“An Internet Christmas Story.”
Christmas-themed video games suck. I should honestly just induct every one of them ever made to the Bad Game Hall of Fame all at once, and save myself the chore of having to write about any of them individually. But I reckon that’s not really in the spirit of the site here, is it? No, it feels like my duty is to take on the worst of them one-by-one on an annual basis, until such time as the abolition of all December holidays or the heat death of the universe. Well, as long as we’re in it for the long haul here, I may as well get what is largely considered to be “the worst of the worst” out of the way nice and early.
Elf Bowling 1&2 was launched concurrently on Nintendo’s Game Boy Advance and DS on November 28th, 2005, to what can only be described as a overwhelmingly negative critical response. I may as well mention right upfront that they are almost identically the same game, with only minimal differences in terms of presentation between them. I should also mention that these retail products serve as conversions of a pair of freeware PC games, which were nearly six years long in the tooth prior to their consolization treatment. Oh, and to top it all off; the current owner to the Elf Bowling trademark once waged a Wikipedia edit war to condemn the “unauthorized” releases of these games — a trademark he only owns because his company bought the rights second-hand for themselves, right out from under the original creators’ noses.

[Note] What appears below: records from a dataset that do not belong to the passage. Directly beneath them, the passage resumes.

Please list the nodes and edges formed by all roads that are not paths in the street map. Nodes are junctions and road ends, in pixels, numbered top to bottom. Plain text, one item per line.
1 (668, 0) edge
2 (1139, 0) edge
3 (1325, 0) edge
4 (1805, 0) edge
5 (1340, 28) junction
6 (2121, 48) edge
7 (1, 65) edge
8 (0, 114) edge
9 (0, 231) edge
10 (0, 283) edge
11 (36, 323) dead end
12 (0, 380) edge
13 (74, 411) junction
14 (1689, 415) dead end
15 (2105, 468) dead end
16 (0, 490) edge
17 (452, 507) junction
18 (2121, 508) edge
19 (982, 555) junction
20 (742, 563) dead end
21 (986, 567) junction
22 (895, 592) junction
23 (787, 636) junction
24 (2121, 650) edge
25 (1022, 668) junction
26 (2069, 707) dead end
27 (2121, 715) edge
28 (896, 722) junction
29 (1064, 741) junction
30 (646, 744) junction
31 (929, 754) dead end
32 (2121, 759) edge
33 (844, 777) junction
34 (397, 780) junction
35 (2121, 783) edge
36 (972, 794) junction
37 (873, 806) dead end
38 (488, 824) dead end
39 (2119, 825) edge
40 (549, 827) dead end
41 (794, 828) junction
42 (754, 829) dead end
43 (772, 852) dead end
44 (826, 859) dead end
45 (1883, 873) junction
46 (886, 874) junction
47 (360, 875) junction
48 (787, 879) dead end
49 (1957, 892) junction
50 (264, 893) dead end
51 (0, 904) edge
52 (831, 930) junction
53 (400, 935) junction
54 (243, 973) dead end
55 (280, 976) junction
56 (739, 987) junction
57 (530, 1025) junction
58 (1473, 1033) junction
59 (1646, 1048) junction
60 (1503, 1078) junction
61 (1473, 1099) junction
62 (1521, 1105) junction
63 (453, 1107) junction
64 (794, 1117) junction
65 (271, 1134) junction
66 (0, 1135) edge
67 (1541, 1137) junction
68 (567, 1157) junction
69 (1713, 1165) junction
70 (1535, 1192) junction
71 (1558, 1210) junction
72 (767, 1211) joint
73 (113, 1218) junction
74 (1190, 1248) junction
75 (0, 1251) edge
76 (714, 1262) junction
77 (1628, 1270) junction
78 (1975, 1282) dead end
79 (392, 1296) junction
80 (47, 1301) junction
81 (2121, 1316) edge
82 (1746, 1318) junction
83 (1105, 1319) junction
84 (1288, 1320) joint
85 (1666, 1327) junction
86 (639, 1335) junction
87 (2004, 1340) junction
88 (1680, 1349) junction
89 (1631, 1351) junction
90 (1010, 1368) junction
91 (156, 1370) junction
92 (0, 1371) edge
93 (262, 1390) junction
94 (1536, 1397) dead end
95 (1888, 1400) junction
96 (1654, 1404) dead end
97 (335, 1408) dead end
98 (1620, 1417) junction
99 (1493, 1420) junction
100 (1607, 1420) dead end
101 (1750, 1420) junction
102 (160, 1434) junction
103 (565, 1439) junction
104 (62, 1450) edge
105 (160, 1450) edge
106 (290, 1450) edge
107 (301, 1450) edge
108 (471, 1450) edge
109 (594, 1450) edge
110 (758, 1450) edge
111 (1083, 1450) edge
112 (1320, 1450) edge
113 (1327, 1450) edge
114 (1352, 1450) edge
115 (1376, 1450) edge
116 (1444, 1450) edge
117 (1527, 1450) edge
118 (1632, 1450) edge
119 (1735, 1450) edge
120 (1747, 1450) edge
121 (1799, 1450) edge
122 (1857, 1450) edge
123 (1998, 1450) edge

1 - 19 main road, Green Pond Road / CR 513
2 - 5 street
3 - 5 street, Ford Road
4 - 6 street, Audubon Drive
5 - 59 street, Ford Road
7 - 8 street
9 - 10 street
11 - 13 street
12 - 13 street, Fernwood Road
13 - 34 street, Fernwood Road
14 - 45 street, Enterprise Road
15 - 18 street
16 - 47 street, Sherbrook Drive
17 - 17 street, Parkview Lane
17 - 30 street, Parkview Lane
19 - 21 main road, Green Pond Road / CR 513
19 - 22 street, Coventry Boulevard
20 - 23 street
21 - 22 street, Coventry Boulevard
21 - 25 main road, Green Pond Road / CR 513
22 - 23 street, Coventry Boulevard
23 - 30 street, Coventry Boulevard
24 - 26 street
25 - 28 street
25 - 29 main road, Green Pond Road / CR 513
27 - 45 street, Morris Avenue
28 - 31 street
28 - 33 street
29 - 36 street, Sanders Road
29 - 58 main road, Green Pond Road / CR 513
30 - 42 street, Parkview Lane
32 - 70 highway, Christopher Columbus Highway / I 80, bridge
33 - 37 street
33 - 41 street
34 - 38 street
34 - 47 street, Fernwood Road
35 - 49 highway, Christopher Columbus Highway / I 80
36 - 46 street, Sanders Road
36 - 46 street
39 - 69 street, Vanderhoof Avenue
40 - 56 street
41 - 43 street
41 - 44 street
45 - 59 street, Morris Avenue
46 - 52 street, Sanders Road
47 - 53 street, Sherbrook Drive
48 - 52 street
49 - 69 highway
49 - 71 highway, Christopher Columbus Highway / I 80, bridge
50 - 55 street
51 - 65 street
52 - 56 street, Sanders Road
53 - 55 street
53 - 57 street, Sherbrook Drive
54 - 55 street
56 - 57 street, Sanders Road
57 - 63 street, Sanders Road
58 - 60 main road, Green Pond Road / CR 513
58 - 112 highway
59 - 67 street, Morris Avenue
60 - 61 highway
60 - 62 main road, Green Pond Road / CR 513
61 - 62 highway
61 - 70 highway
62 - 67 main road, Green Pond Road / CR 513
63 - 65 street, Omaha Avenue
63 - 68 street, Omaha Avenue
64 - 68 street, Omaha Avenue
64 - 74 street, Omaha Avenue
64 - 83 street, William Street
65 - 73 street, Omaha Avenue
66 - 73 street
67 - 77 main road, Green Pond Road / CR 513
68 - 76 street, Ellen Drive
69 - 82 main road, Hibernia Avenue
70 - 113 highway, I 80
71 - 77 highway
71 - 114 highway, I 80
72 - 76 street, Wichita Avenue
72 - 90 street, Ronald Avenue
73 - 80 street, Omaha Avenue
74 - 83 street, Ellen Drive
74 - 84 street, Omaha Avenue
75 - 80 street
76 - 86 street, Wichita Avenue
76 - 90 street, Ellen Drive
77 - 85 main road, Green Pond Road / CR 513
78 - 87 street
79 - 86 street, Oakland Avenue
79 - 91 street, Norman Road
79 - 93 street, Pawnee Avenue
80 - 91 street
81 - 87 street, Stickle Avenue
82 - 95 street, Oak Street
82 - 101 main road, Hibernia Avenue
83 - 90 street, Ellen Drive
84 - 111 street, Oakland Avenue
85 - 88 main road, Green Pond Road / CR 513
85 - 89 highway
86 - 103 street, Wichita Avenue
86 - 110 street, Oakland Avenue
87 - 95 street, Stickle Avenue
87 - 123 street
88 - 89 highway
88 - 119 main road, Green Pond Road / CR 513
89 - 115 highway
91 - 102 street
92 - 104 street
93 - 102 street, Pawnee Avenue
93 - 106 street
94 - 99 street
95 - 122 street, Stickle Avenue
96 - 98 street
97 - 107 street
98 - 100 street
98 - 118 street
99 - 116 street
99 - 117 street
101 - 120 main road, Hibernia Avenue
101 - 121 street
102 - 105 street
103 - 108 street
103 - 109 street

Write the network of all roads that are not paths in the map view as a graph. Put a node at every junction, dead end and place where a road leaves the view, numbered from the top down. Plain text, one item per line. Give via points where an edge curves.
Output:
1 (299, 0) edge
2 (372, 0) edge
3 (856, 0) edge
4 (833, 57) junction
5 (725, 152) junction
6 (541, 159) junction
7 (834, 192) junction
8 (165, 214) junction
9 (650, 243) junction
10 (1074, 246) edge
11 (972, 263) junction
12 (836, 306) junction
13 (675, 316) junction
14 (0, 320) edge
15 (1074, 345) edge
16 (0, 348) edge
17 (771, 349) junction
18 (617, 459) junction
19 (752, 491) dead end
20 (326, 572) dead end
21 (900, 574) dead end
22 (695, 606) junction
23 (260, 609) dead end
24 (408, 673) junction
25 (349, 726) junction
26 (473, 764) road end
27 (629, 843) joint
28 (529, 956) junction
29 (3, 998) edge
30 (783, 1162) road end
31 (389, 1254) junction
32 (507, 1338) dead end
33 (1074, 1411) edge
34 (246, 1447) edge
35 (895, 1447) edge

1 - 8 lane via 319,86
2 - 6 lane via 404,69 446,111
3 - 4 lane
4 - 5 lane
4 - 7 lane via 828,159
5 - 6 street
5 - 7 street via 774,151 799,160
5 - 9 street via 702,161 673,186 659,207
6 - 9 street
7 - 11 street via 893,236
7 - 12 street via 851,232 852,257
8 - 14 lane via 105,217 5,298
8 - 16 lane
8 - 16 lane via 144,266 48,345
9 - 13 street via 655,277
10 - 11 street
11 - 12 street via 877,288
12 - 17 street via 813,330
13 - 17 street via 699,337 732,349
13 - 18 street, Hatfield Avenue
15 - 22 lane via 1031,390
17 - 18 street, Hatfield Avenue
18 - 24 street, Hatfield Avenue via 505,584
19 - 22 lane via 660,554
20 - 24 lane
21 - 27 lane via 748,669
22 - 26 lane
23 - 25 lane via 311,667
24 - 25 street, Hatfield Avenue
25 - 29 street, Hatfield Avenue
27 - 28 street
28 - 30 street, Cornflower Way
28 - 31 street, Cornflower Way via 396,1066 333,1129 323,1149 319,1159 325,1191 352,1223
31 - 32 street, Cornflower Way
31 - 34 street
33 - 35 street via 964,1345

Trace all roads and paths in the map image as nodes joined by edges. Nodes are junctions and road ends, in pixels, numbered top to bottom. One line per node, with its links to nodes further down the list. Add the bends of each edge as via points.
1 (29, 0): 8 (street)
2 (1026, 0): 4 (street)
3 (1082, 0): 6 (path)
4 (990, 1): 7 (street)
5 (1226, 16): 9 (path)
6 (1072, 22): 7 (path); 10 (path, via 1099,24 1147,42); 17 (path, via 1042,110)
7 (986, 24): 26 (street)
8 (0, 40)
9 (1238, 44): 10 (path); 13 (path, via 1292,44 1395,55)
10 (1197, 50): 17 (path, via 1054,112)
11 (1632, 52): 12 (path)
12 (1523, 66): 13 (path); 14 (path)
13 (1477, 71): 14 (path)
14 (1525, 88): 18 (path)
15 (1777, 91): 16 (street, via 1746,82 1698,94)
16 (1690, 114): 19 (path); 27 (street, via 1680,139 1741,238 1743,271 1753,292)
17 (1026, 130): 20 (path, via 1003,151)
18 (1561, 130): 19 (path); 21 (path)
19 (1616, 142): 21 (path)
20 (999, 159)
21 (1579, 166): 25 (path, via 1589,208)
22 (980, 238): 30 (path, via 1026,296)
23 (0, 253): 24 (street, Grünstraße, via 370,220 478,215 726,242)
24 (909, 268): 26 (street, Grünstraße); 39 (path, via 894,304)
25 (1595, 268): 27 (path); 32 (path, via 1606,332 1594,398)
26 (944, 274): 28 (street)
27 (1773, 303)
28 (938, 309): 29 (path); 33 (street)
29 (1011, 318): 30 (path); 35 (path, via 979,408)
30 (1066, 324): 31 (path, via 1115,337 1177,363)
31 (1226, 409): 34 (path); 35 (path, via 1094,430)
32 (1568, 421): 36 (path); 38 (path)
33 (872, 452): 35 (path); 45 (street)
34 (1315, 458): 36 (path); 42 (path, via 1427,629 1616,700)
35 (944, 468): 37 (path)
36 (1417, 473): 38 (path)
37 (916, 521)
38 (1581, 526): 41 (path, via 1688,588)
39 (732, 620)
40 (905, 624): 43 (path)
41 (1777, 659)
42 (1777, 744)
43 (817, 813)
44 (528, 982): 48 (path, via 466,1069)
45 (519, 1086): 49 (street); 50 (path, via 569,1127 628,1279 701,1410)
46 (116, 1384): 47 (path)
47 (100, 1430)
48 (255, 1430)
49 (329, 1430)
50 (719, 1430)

Well, to hell with my plans for the holidays, I guess! It looks like I’m gonna have to put in the hours getting down to the bottom of this incredibly stupid mystery. You know, I really thought I was just picking out an easy little game for myself this month at first? I seriously had no idea what I was getting myself into. But now that I know what I know, I feel obligated to share it with the rest of the world. So, here we go folks: It’s time to thoroughly examine the circumstances and history behind a novelty Flash game from the late 90s, and to dissect its cheap cash-in of a cartridge conversion. Let the festivities begin!